» What the exercise asks
Return, word for word, the line containing "index pip: (287, 224)" and every line after it through the last line of the records below.

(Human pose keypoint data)
Segment Open
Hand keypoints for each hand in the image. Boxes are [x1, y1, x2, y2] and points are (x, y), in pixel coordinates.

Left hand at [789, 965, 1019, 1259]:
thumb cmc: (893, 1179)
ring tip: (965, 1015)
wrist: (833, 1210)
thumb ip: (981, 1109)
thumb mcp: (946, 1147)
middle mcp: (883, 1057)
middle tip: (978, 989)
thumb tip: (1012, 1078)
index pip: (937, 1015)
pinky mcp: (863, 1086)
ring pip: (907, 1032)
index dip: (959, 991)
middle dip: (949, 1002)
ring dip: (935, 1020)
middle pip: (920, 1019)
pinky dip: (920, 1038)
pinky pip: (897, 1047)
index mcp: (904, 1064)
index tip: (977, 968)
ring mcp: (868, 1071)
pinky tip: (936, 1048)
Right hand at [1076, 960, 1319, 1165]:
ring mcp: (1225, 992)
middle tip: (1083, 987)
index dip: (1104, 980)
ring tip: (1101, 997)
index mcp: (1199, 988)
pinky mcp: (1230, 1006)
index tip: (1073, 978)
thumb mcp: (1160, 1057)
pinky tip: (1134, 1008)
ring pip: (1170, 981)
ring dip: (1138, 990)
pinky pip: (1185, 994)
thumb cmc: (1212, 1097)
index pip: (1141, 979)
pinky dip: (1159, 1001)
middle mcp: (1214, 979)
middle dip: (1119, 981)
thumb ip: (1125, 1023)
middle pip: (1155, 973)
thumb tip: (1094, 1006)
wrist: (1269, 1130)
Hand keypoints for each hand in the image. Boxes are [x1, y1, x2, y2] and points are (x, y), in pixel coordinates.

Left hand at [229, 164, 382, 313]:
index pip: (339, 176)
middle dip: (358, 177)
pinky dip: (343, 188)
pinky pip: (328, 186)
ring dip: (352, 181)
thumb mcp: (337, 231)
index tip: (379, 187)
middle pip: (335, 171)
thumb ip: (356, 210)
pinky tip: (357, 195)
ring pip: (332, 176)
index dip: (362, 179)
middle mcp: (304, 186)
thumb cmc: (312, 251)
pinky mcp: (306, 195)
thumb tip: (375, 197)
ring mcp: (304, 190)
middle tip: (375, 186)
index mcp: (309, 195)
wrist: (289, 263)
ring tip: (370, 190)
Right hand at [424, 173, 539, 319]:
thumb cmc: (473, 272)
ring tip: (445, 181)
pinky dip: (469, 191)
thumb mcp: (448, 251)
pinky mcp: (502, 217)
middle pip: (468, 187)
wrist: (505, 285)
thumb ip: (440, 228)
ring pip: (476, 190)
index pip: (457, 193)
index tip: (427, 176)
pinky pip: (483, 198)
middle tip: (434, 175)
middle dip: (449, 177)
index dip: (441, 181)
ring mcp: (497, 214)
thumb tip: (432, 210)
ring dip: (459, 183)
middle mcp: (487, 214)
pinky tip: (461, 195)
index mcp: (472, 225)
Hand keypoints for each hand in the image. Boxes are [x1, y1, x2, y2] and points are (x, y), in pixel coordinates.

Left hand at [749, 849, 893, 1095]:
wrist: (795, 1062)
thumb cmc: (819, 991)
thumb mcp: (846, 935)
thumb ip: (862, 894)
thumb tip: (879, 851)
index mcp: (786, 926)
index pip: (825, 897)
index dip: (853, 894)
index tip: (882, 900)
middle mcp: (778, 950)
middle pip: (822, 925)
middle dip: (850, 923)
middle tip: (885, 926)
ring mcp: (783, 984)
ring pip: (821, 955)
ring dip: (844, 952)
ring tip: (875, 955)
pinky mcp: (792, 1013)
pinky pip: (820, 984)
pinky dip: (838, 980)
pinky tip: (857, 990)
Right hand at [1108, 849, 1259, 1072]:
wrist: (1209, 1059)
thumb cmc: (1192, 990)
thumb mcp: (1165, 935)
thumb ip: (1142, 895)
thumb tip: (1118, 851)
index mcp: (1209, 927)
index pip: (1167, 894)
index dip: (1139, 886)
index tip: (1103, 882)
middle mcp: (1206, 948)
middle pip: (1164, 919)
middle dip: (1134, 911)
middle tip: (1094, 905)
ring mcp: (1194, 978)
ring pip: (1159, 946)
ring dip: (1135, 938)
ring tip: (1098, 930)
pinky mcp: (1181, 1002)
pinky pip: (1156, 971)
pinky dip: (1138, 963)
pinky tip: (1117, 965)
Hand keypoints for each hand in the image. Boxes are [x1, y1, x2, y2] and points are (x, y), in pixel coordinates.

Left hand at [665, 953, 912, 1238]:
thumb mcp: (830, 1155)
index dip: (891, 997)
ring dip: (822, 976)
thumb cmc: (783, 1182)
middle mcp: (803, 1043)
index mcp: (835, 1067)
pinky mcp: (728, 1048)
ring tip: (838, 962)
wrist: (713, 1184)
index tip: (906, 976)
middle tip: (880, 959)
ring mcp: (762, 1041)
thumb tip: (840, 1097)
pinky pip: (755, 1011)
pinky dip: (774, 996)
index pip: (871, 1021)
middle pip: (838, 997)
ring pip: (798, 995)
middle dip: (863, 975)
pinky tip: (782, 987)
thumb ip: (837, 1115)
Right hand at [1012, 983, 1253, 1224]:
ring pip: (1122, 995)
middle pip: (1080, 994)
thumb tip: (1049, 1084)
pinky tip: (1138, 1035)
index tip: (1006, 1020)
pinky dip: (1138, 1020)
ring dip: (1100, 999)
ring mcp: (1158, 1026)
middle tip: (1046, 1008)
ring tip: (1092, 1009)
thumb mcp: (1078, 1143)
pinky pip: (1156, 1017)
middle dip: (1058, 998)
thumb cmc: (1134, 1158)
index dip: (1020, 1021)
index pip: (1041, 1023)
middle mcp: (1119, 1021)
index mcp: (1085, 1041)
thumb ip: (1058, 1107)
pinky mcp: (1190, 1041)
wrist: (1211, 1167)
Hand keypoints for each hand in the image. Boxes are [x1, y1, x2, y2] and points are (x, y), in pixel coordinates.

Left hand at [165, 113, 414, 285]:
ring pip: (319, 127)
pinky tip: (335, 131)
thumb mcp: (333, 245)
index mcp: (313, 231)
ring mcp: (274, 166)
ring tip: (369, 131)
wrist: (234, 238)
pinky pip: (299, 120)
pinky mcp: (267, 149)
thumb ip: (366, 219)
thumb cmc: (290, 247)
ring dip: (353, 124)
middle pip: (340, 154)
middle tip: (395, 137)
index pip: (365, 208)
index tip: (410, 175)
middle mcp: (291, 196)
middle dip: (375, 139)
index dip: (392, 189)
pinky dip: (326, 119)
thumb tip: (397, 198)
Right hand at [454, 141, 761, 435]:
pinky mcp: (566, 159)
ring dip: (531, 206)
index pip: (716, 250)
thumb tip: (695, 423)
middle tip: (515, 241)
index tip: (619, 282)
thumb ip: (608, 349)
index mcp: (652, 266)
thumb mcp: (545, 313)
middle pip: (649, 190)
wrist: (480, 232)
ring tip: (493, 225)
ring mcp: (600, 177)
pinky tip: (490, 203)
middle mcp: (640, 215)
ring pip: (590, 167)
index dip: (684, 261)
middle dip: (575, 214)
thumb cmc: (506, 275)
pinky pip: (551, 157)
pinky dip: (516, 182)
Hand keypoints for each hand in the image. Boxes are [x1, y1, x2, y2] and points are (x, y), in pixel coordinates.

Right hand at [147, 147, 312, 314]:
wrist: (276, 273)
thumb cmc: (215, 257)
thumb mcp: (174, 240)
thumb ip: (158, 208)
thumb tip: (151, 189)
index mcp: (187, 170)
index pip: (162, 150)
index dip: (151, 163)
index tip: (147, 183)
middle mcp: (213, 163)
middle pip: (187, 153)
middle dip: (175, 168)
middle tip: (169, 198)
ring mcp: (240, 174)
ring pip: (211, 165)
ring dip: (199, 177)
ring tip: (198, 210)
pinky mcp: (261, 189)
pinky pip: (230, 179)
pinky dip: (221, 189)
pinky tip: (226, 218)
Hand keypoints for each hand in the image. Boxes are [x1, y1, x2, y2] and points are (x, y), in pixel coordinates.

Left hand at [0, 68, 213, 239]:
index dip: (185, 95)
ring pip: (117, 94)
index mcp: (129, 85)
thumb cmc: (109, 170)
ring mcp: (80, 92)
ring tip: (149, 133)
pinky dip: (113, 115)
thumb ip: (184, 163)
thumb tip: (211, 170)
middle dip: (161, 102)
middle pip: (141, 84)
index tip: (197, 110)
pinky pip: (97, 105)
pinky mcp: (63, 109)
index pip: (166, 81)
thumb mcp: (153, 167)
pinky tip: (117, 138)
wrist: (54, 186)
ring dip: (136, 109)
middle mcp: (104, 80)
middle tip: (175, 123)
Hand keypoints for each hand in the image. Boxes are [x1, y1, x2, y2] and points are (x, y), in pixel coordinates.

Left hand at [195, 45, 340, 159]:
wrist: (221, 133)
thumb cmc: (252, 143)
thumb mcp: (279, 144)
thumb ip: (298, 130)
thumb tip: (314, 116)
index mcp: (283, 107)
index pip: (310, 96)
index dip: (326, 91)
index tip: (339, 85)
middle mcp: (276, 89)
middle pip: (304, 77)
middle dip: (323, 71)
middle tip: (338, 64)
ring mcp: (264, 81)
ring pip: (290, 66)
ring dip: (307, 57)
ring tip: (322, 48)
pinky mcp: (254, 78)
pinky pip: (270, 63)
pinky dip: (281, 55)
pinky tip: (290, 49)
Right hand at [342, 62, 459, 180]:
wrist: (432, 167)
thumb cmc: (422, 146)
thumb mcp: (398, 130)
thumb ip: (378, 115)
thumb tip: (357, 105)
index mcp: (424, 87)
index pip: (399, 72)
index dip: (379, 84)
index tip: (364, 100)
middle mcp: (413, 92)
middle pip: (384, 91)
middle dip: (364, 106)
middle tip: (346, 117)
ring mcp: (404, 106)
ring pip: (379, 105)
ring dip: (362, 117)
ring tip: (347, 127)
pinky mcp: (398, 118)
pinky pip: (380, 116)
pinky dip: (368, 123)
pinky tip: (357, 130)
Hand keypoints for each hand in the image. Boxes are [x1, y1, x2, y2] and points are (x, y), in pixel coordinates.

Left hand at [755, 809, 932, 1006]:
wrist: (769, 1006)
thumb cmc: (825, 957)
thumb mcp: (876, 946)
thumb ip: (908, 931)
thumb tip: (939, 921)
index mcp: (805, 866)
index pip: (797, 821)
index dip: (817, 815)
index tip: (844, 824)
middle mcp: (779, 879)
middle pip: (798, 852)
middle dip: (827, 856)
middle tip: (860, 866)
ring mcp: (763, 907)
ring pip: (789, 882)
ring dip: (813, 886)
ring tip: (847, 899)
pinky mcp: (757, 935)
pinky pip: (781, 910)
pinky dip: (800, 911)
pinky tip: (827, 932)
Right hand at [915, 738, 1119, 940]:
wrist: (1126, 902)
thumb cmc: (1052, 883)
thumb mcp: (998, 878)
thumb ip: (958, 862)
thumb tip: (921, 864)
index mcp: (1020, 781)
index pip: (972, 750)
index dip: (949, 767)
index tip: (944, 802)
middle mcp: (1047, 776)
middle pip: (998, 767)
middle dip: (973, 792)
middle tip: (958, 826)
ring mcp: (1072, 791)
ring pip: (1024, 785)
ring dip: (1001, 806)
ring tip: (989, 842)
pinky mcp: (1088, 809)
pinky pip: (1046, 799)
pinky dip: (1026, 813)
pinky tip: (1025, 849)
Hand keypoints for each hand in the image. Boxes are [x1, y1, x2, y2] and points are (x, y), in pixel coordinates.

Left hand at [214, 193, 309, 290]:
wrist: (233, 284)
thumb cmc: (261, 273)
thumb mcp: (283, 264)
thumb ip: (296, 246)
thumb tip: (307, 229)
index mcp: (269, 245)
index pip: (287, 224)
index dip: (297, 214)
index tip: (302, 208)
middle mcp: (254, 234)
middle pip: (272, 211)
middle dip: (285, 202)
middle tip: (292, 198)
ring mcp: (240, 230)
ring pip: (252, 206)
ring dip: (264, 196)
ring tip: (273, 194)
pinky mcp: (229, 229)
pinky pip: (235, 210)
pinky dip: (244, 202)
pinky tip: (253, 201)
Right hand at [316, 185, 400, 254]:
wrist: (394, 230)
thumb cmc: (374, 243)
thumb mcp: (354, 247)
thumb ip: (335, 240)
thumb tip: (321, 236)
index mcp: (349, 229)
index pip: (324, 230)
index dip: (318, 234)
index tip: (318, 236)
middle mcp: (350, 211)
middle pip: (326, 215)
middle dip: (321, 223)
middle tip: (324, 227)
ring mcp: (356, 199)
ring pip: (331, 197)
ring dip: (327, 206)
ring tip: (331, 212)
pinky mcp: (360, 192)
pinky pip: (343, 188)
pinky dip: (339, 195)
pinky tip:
Segment Closed
» Response box
index pip: (287, 224)
index dip: (297, 214)
index tip: (302, 208)
middle mcp: (254, 234)
middle pip: (272, 211)
middle dip: (285, 202)
middle tip: (292, 198)
ring mcp: (240, 230)
ring pip: (252, 206)
ring dip: (264, 196)
ring tip: (273, 194)
pinky mcp: (229, 229)
pinky pip: (235, 210)
pinky dip: (244, 202)
pinky tip: (253, 201)
Right hand at [316, 185, 400, 254]:
wrist: (394, 230)
thumb cmc: (374, 243)
thumb mcp: (354, 247)
thumb ip: (335, 240)
thumb tip: (321, 236)
index mcp: (349, 229)
index pip: (324, 230)
index dip: (318, 234)
index tip: (318, 236)
middle mcp: (350, 211)
middle pip: (326, 215)
middle dip: (321, 223)
middle tip: (324, 227)
ring mcp: (356, 199)
ring pip: (331, 197)
ring dip: (327, 206)
ring tip: (331, 212)
pinky mcp: (360, 192)
pinky pip: (343, 188)
pinky dip: (339, 195)
pinky tip:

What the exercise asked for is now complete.